This depends firstly on the nature of the pathogen - its virulence and speed, who is infected and where it occurs. The mere existence of a disease will not be an issue of national security, but the abnormal behaviour of the disease - an epidemic - could become one.

The dangers posed by an EID epidemic could, then, be divided into primary and secondary threats. Primary threats would be immediate challenges to national security: attack by a biological weapon; an army decimated by disease. Secondary threats would be the longer-term consequences that, if not managed correctly, would have the potential to challenge the survival of a sovereign state. These could include a large civilian death toll affecting the workforce and productivity, social upheaval and trauma leading to conflict, a crisis of legitimacy for the government.

While the threat is global, it may not be uniform. In some cases, the prosperous nations may even be more vulnerable to the effects of disease epidemics than developing or declining states.
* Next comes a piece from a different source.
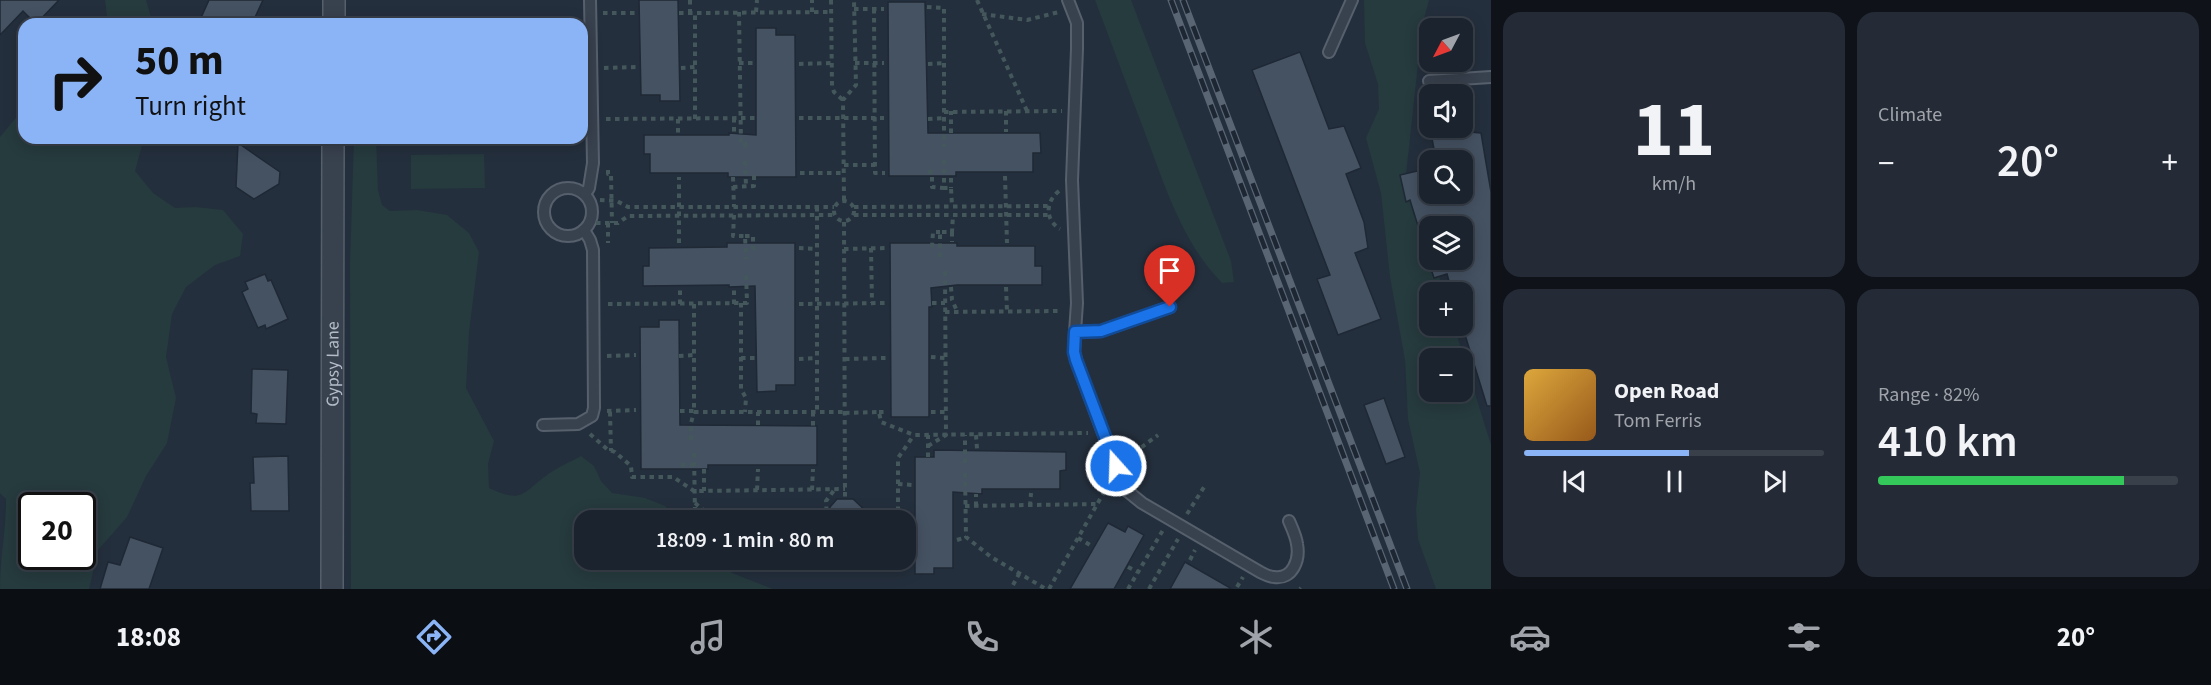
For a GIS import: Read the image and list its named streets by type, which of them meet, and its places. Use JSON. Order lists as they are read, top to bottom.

In the recent Australian Strategic Policy Institute paper on infectious disease, Peter Curson points out that in the last 30 years, about 40 new infections have been recorded, most as a result of zoonoses. These include Ebola, Legionnaires disease and mad cow disease.

The main EIDs to date, however, are HIV-AIDS, SARS, and H5N1 or “bird flu”. These are diseases for which no human has proven immunity, and for which there is limited knowledge about treatment. These three are not climate-sensitive and so have the potential to affect any country in the world: they also share a high mortality rate.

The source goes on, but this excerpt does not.